Exercise requirements | Without including any picture, repeat the records below exactly.
= = = = =
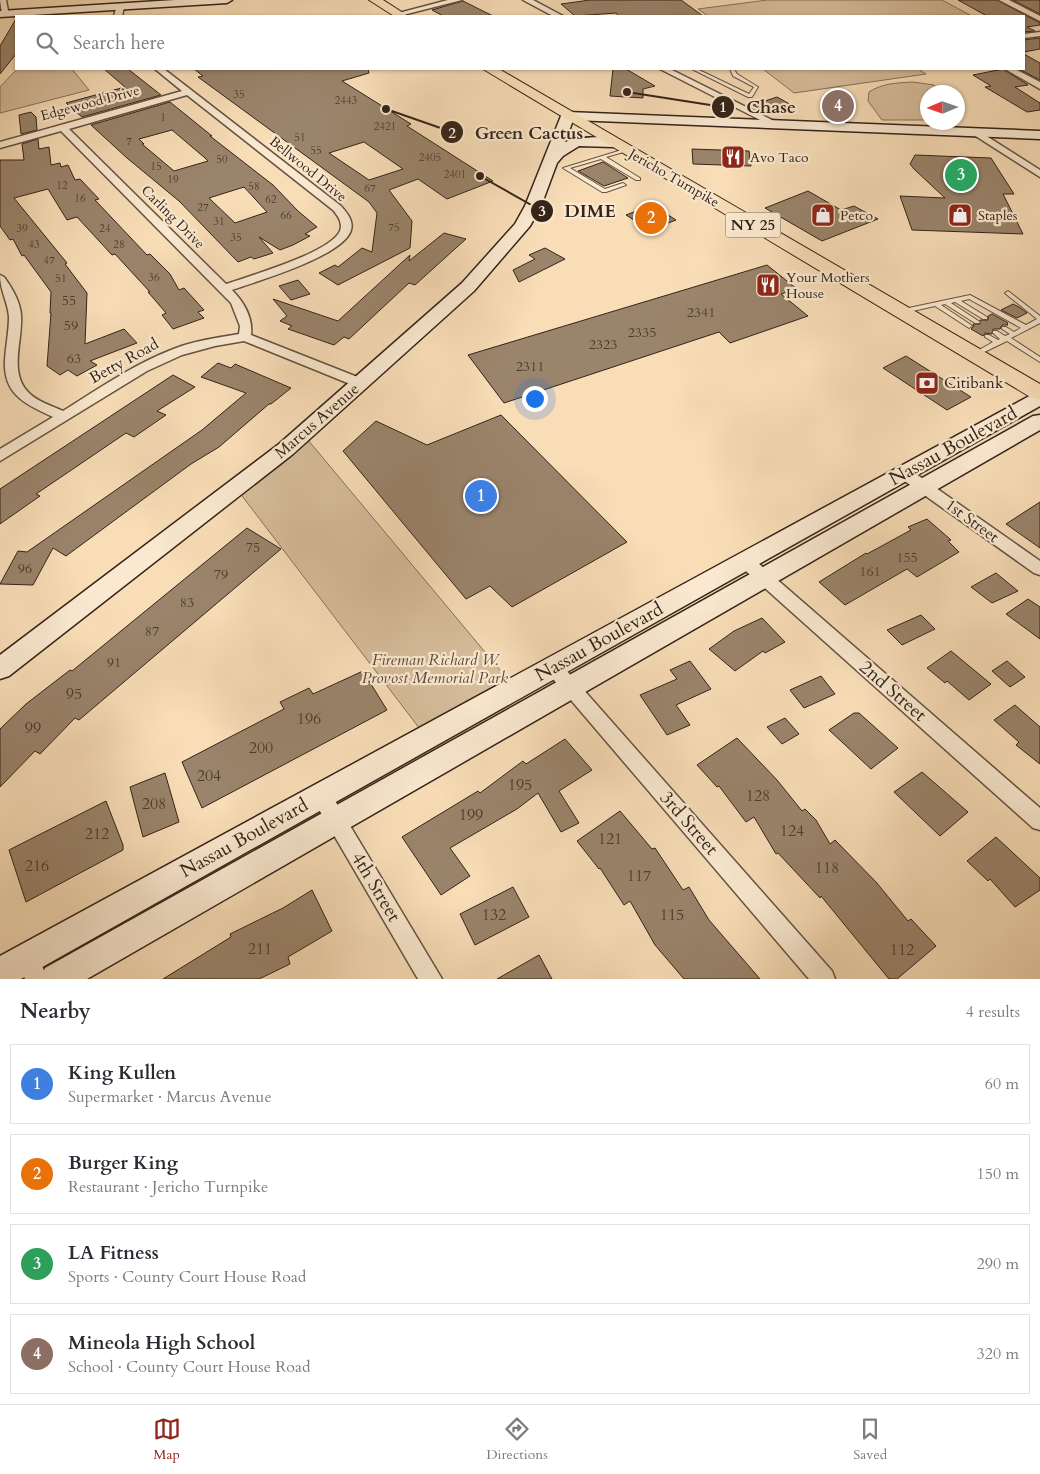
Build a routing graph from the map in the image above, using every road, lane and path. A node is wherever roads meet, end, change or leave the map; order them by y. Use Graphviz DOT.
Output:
graph roads {
  1 [pos="2,0"];
  2 [pos="227,0"];
  3 [pos="375,0"];
  4 [pos="458,0"];
  5 [pos="527,0"];
  6 [pos="1003,0"];
  7 [pos="121,7"];
  8 [pos="3,14"];
  9 [pos="401,15"];
  10 [pos="557,15"];
  11 [pos="1040,19"];
  12 [pos="1040,34"];
  13 [pos="1025,36"];
  14 [pos="160,70"];
  15 [pos="492,70"];
  16 [pos="666,70"];
  17 [pos="696,70"];
  18 [pos="732,70"];
  19 [pos="1011,70"];
  20 [pos="1040,86"];
  21 [pos="189,92"];
  22 [pos="568,116"];
  23 [pos="774,124"];
  24 [pos="62,127"];
  25 [pos="977,133"];
  26 [pos="1040,136"];
  27 [pos="0,145"];
  28 [pos="619,146"];
  29 [pos="602,157"];
  30 [pos="585,162"];
  31 [pos="592,166"];
  32 [pos="547,167"];
  33 [pos="1040,174"];
  34 [pos="638,179"];
  35 [pos="617,181"];
  36 [pos="0,279"];
  37 [pos="224,289"];
  38 [pos="1008,293"];
  39 [pos="957,300"];
  40 [pos="946,303"];
  41 [pos="937,305"];
  42 [pos="902,312"];
  43 [pos="985,318"];
  44 [pos="1040,320"];
  45 [pos="977,322"];
  46 [pos="969,326"];
  47 [pos="1004,328"];
  48 [pos="1026,328"];
  49 [pos="995,332"];
  50 [pos="1014,334"];
  51 [pos="987,336"];
  52 [pos="245,337"];
  53 [pos="1006,338"];
  54 [pos="998,343"];
  55 [pos="974,355"];
  56 [pos="1040,360"];
  57 [pos="360,383"];
  58 [pos="1040,393"];
  59 [pos="1040,398"];
  60 [pos="63,416"];
  61 [pos="1040,421"];
  62 [pos="0,456"];
  63 [pos="914,480"];
  64 [pos="754,569"];
  65 [pos="1040,569"];
  66 [pos="0,669"];
  67 [pos="562,677"];
  68 [pos="321,795"];
  69 [pos="336,820"];
  70 [pos="1040,821"];
  71 [pos="32,968"];
  72 [pos="0,973"];
  73 [pos="56,979"];
  74 [pos="431,979"];
  75 [pos="824,979"];
  1 -- 8 [label="street"];
  2 -- 7 [label="main road"];
  3 -- 9 [label="main road"];
  4 -- 9 [label="street"];
  5 -- 10 [label="street"];
  6 -- 11 [label="street"];
  7 -- 8 [label="main road"];
  12 -- 13 [label="street"];
  14 -- 21 [label="street, Bellwood Drive"];
  15 -- 22 [label="main road, Jericho Turnpike / NY 25"];
  16 -- 23 [label="street"];
  17 -- 18 [label="lane"];
  19 -- 20 [label="street"];
  21 -- 24 [label="street, Edgewood Drive"];
  21 -- 37 [label="street, Bellwood Drive"];
  22 -- 23 [label="main road"];
  22 -- 28 [label="main road, Jericho Turnpike / NY 25"];
  22 -- 32 [label="main road, Marcus Avenue"];
  23 -- 25 [label="main road"];
  24 -- 27 [label="street, Edgewood Drive"];
  24 -- 37 [label="street, Carling Drive"];
  25 -- 26 [label="main road"];
  25 -- 33 [label="street"];
  28 -- 29 [label="lane"];
  28 -- 32 [label="main road"];
  28 -- 42 [label="main road, Jericho Turnpike / NY 25"];
  29 -- 30 [label="lane"];
  29 -- 34 [label="lane"];
  30 -- 31 [label="lane"];
  30 -- 35 [label="lane"];
  32 -- 57 [label="main road, Marcus Avenue"];
  36 -- 60 [label="street"];
  37 -- 52 [label="street, Carling Drive"];
  38 -- 44 [label="lane"];
  39 -- 40 [label="lane"];
  39 -- 43 [label="lane"];
  39 -- 48 [label="lane"];
  40 -- 41 [label="lane"];
  40 -- 45 [label="lane"];
  41 -- 42 [label="lane"];
  41 -- 46 [label="lane"];
  42 -- 55 [label="main road, Jericho Turnpike / NY 25"];
  44 -- 48 [label="lane"];
  47 -- 50 [label="lane"];
  48 -- 50 [label="lane"];
  49 -- 53 [label="lane"];
  50 -- 53 [label="lane"];
  51 -- 54 [label="lane"];
  52 -- 57 [label="street"];
  52 -- 60 [label="street, Betty Road"];
  53 -- 54 [label="lane"];
  53 -- 56 [label="lane"];
  54 -- 55 [label="lane"];
  55 -- 58 [label="main road, Jericho Turnpike / NY 25"];
  57 -- 66 [label="main road, Marcus Avenue"];
  59 -- 63 [label="main road, Nassau Boulevard"];
  60 -- 62 [label="street, Betty Road"];
  61 -- 63 [label="main road, Nassau Boulevard"];
  63 -- 64 [label="main road, Nassau Boulevard"];
  63 -- 65 [label="street, 1st Street"];
  64 -- 67 [label="main road, Nassau Boulevard"];
  64 -- 70 [label="street, 2nd Street"];
  67 -- 68 [label="main road, Nassau Boulevard"];
  67 -- 69 [label="main road, Nassau Boulevard"];
  67 -- 75 [label="street, 3rd Street"];
  68 -- 69 [label="street, 4th Street"];
  68 -- 71 [label="main road, Nassau Boulevard"];
  69 -- 73 [label="main road, Nassau Boulevard"];
  69 -- 74 [label="street, 4th Street"];
  71 -- 72 [label="main road, Nassau Boulevard"];
}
= = = = =
Expected answer |
Build a routing graph from the map in the image above, using every road, lane and path. A node is wherever roads meet, end, change or leave the map; order them by y. Use Graphviz DOT.
Output:
graph roads {
  1 [pos="2,0"];
  2 [pos="227,0"];
  3 [pos="375,0"];
  4 [pos="458,0"];
  5 [pos="527,0"];
  6 [pos="1003,0"];
  7 [pos="121,7"];
  8 [pos="3,14"];
  9 [pos="401,15"];
  10 [pos="557,15"];
  11 [pos="1040,19"];
  12 [pos="1040,34"];
  13 [pos="1025,36"];
  14 [pos="160,70"];
  15 [pos="492,70"];
  16 [pos="666,70"];
  17 [pos="696,70"];
  18 [pos="732,70"];
  19 [pos="1011,70"];
  20 [pos="1040,86"];
  21 [pos="189,92"];
  22 [pos="568,116"];
  23 [pos="774,124"];
  24 [pos="62,127"];
  25 [pos="977,133"];
  26 [pos="1040,136"];
  27 [pos="0,145"];
  28 [pos="619,146"];
  29 [pos="602,157"];
  30 [pos="585,162"];
  31 [pos="592,166"];
  32 [pos="547,167"];
  33 [pos="1040,174"];
  34 [pos="638,179"];
  35 [pos="617,181"];
  36 [pos="0,279"];
  37 [pos="224,289"];
  38 [pos="1008,293"];
  39 [pos="957,300"];
  40 [pos="946,303"];
  41 [pos="937,305"];
  42 [pos="902,312"];
  43 [pos="985,318"];
  44 [pos="1040,320"];
  45 [pos="977,322"];
  46 [pos="969,326"];
  47 [pos="1004,328"];
  48 [pos="1026,328"];
  49 [pos="995,332"];
  50 [pos="1014,334"];
  51 [pos="987,336"];
  52 [pos="245,337"];
  53 [pos="1006,338"];
  54 [pos="998,343"];
  55 [pos="974,355"];
  56 [pos="1040,360"];
  57 [pos="360,383"];
  58 [pos="1040,393"];
  59 [pos="1040,398"];
  60 [pos="63,416"];
  61 [pos="1040,421"];
  62 [pos="0,456"];
  63 [pos="914,480"];
  64 [pos="754,569"];
  65 [pos="1040,569"];
  66 [pos="0,669"];
  67 [pos="562,677"];
  68 [pos="321,795"];
  69 [pos="336,820"];
  70 [pos="1040,821"];
  71 [pos="32,968"];
  72 [pos="0,973"];
  73 [pos="56,979"];
  74 [pos="431,979"];
  75 [pos="824,979"];
  1 -- 8 [label="street"];
  2 -- 7 [label="main road"];
  3 -- 9 [label="main road"];
  4 -- 9 [label="street"];
  5 -- 10 [label="street"];
  6 -- 11 [label="street"];
  7 -- 8 [label="main road"];
  12 -- 13 [label="street"];
  14 -- 21 [label="street, Bellwood Drive"];
  15 -- 22 [label="main road, Jericho Turnpike / NY 25"];
  16 -- 23 [label="street"];
  17 -- 18 [label="lane"];
  19 -- 20 [label="street"];
  21 -- 24 [label="street, Edgewood Drive"];
  21 -- 37 [label="street, Bellwood Drive"];
  22 -- 23 [label="main road"];
  22 -- 28 [label="main road, Jericho Turnpike / NY 25"];
  22 -- 32 [label="main road, Marcus Avenue"];
  23 -- 25 [label="main road"];
  24 -- 27 [label="street, Edgewood Drive"];
  24 -- 37 [label="street, Carling Drive"];
  25 -- 26 [label="main road"];
  25 -- 33 [label="street"];
  28 -- 29 [label="lane"];
  28 -- 32 [label="main road"];
  28 -- 42 [label="main road, Jericho Turnpike / NY 25"];
  29 -- 30 [label="lane"];
  29 -- 34 [label="lane"];
  30 -- 31 [label="lane"];
  30 -- 35 [label="lane"];
  32 -- 57 [label="main road, Marcus Avenue"];
  36 -- 60 [label="street"];
  37 -- 52 [label="street, Carling Drive"];
  38 -- 44 [label="lane"];
  39 -- 40 [label="lane"];
  39 -- 43 [label="lane"];
  39 -- 48 [label="lane"];
  40 -- 41 [label="lane"];
  40 -- 45 [label="lane"];
  41 -- 42 [label="lane"];
  41 -- 46 [label="lane"];
  42 -- 55 [label="main road, Jericho Turnpike / NY 25"];
  44 -- 48 [label="lane"];
  47 -- 50 [label="lane"];
  48 -- 50 [label="lane"];
  49 -- 53 [label="lane"];
  50 -- 53 [label="lane"];
  51 -- 54 [label="lane"];
  52 -- 57 [label="street"];
  52 -- 60 [label="street, Betty Road"];
  53 -- 54 [label="lane"];
  53 -- 56 [label="lane"];
  54 -- 55 [label="lane"];
  55 -- 58 [label="main road, Jericho Turnpike / NY 25"];
  57 -- 66 [label="main road, Marcus Avenue"];
  59 -- 63 [label="main road, Nassau Boulevard"];
  60 -- 62 [label="street, Betty Road"];
  61 -- 63 [label="main road, Nassau Boulevard"];
  63 -- 64 [label="main road, Nassau Boulevard"];
  63 -- 65 [label="street, 1st Street"];
  64 -- 67 [label="main road, Nassau Boulevard"];
  64 -- 70 [label="street, 2nd Street"];
  67 -- 68 [label="main road, Nassau Boulevard"];
  67 -- 69 [label="main road, Nassau Boulevard"];
  67 -- 75 [label="street, 3rd Street"];
  68 -- 69 [label="street, 4th Street"];
  68 -- 71 [label="main road, Nassau Boulevard"];
  69 -- 73 [label="main road, Nassau Boulevard"];
  69 -- 74 [label="street, 4th Street"];
  71 -- 72 [label="main road, Nassau Boulevard"];
}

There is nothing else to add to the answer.